Entre Asie et Europe, l’Azerbaïdjan souhaite s’affirmer comme un Etat qui compte. Que ce soit du point de vue de la politique intérieure ou de son action sur la scène internationale, ce pays entend passer un cap. Entretien avec Hikmet Hajiyev, assistant du Président de l’Azerbaïdjan.
Propos recueillis par Gil Mihaely.
Fin 2019 le parlement d’Azerbaïdjan, élu en 2015, s’est auto dissout et a voté des nouvelles élections le 9 février, alors qu’elles devaient avoir lieu à la fin de l’année 2020. Pourquoi était-il nécessaire et urgent de convoquer des élections anticipées ?
L’Azerbaïdjan traverse un processus de réforme globale qui a été lancé par le président Aliev lors de sa réélection en avril 2018. Les réformes touchent le pouvoir exécutif et sont accompagnées de nombreuses nouvelles nominations. Entre-temps, le système judiciaire a également été réformé ainsi que les services sociaux et publics. Les élections anticipées ont été initiées par le Parti du Nouvel Azerbaïdjan, majoritaire au parlement (69 sièges sur 125) afin de permettre aux citoyens azerbaïdjanais d’intervenir dans le processus et de l’approuver ou de le désapprouver.
Pour ceux qui ne connaissent pas l’Azerbaïdjan, pourriez-vous décrire votre système politique ?
La République d’Azerbaïdjan est une démocratie présidentielle monocamérale. Le président est élu au suffrage universel direct pour un mandat de sept ans (les dernières élections ont eu lieu en avril 2018) et les 125 membres du parlement sont élus dans 125 circonscriptions pour un mandat de cinq ans. Les ministres, nommés par le président, ne sont pas directement responsables devant le parlement, mais à la fin de chaque année ils présentent un rapport d’activité devant les élus. Le contrôle direct est fait par la législation : pour agir, les ministres ont besoin d’une majorité parlementaire pour adopter des lois et, bien sûr, le budget.
Est-ce les réformes appliquées par le président et son cabinet ne bénéficient pas de majorité dans le parlement dissout ? Est-ce là le problème ?
Non. Il s’agit plutôt de légitimer la série de réformes profondes et étendues que le pays traverse et ainsi que de permettre aux personnalités engagées en faveur de ces changements d’accéder à des postes d’importance nationale.

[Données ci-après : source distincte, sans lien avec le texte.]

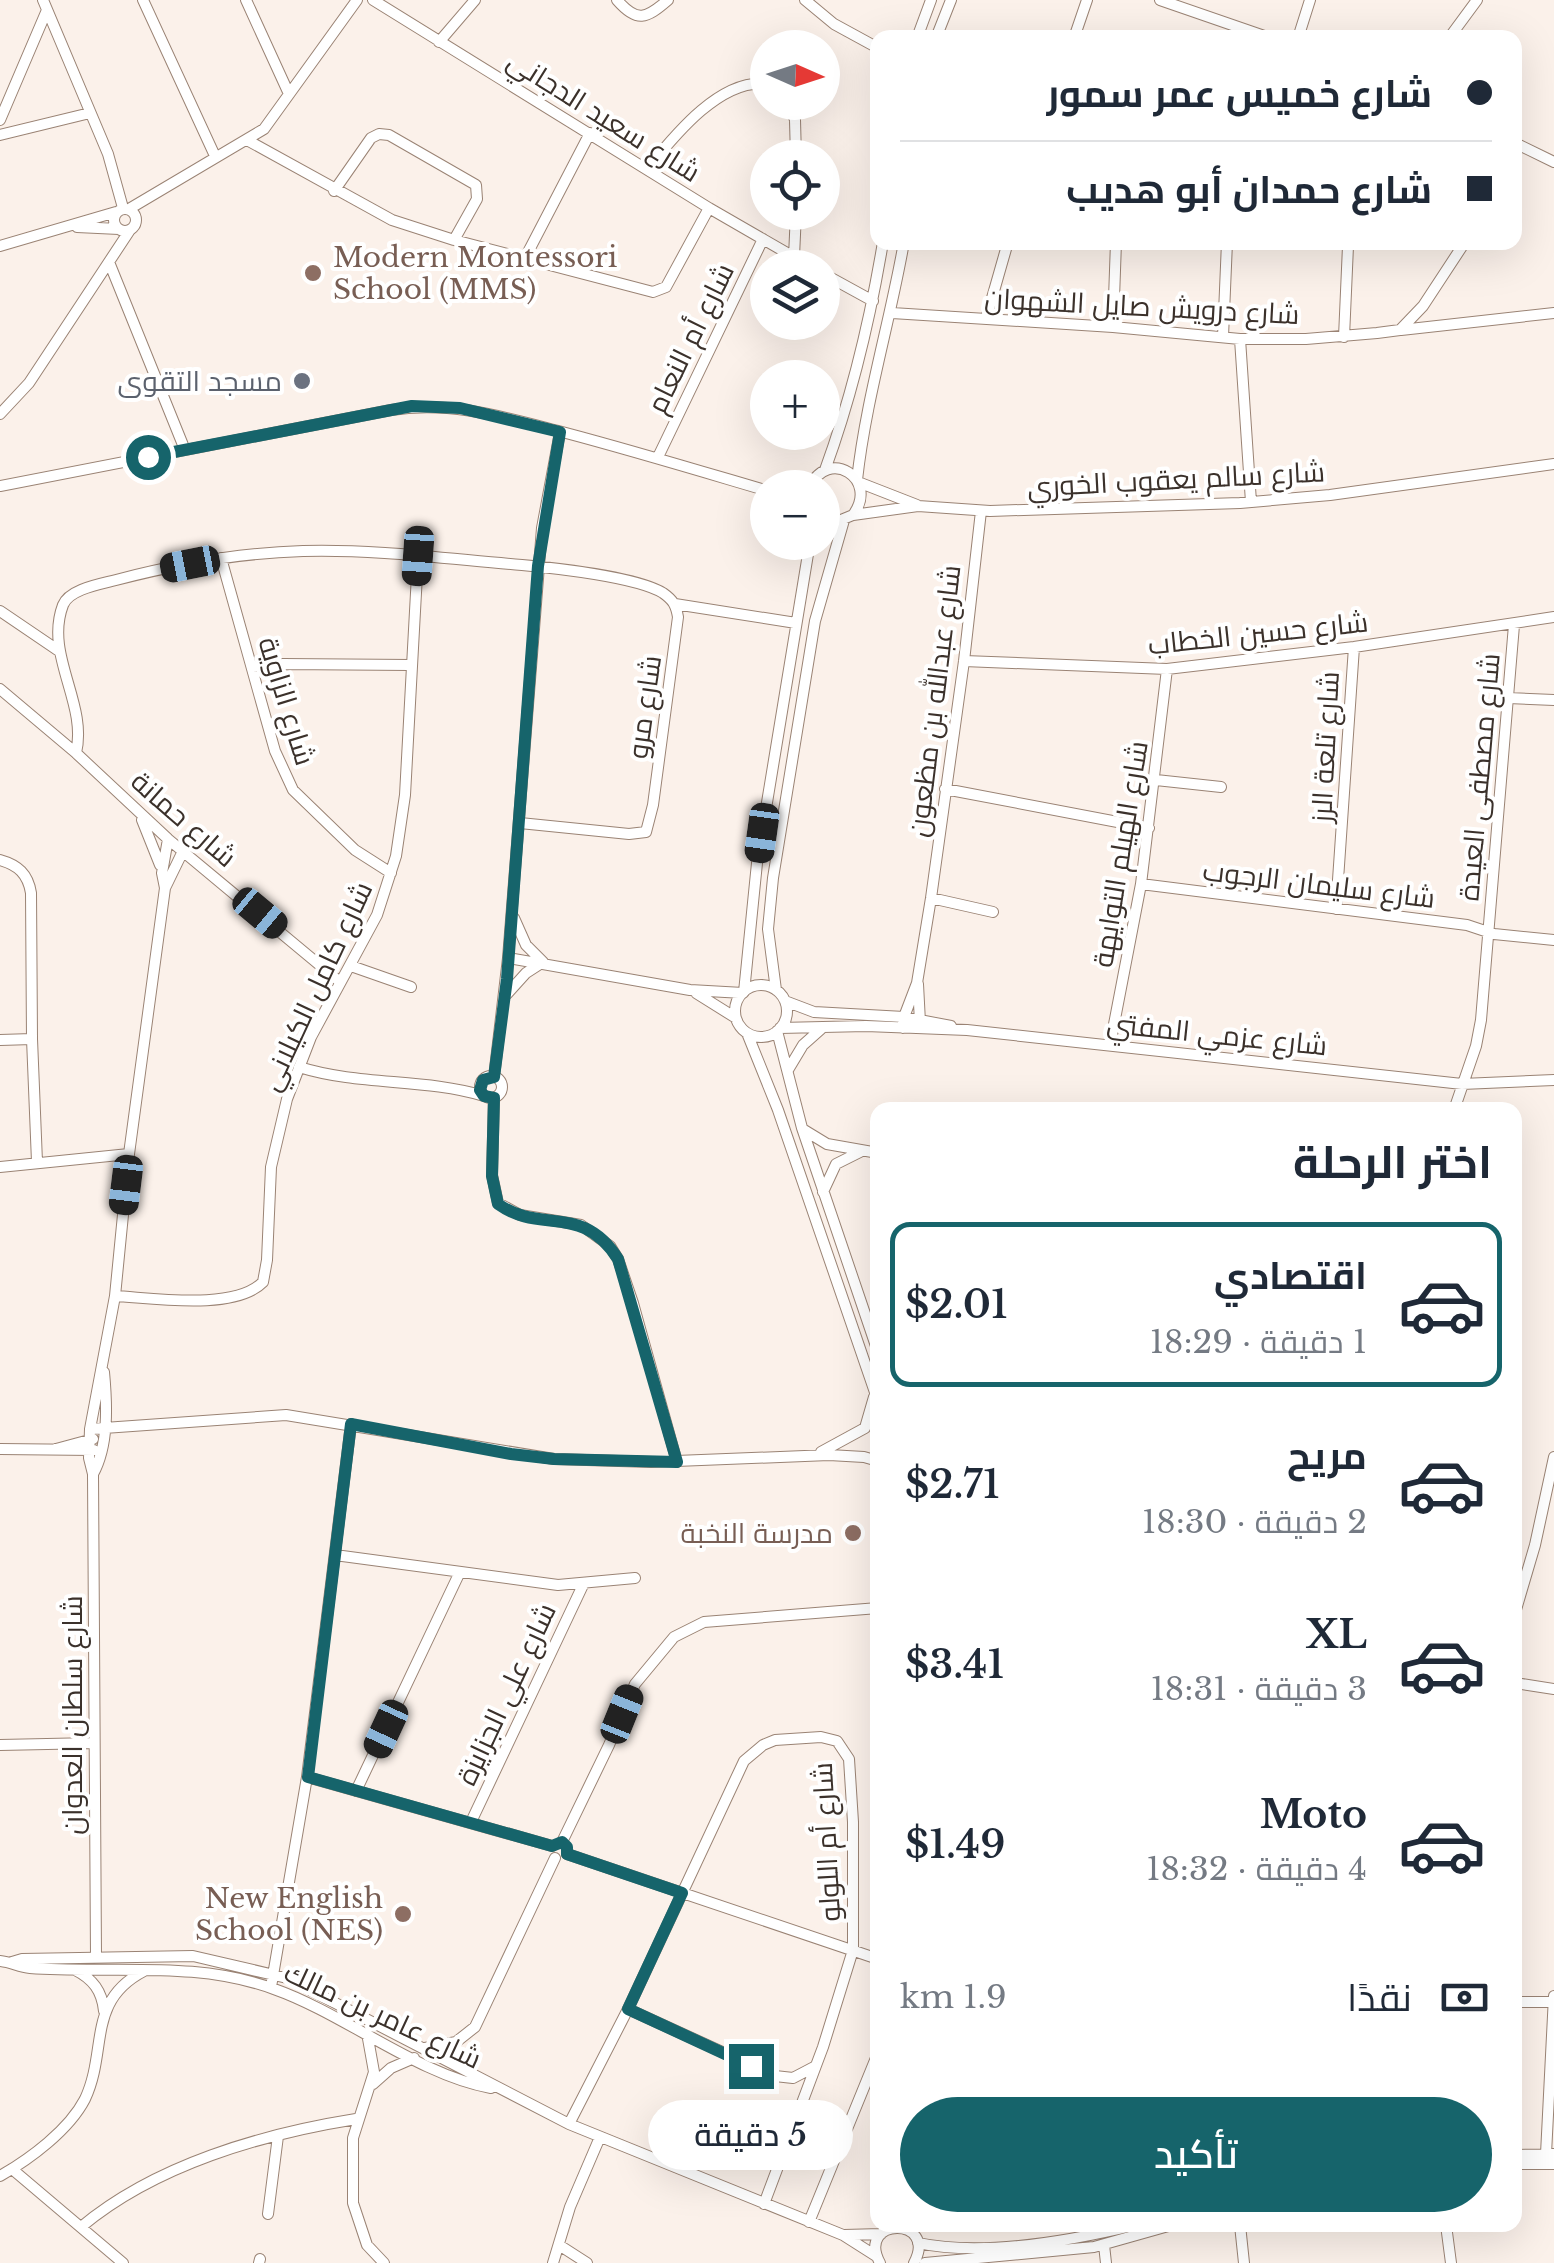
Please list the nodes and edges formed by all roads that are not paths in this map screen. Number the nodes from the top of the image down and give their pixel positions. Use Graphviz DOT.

Si l’on regarde la liste des candidats (près de 2000), on constate qu’il y a beaucoup de nouveaux visages qui font leur apparition dans l’arène nationale. Beaucoup de jeunes et moins de membres des élites précédentes, dont certaines dates de l’époque de l’URSS. C’est une véritable passation de témoin, car les nouvelles candidatures représentent une nouvelle génération dans la vie publique azerbaïdjanaise.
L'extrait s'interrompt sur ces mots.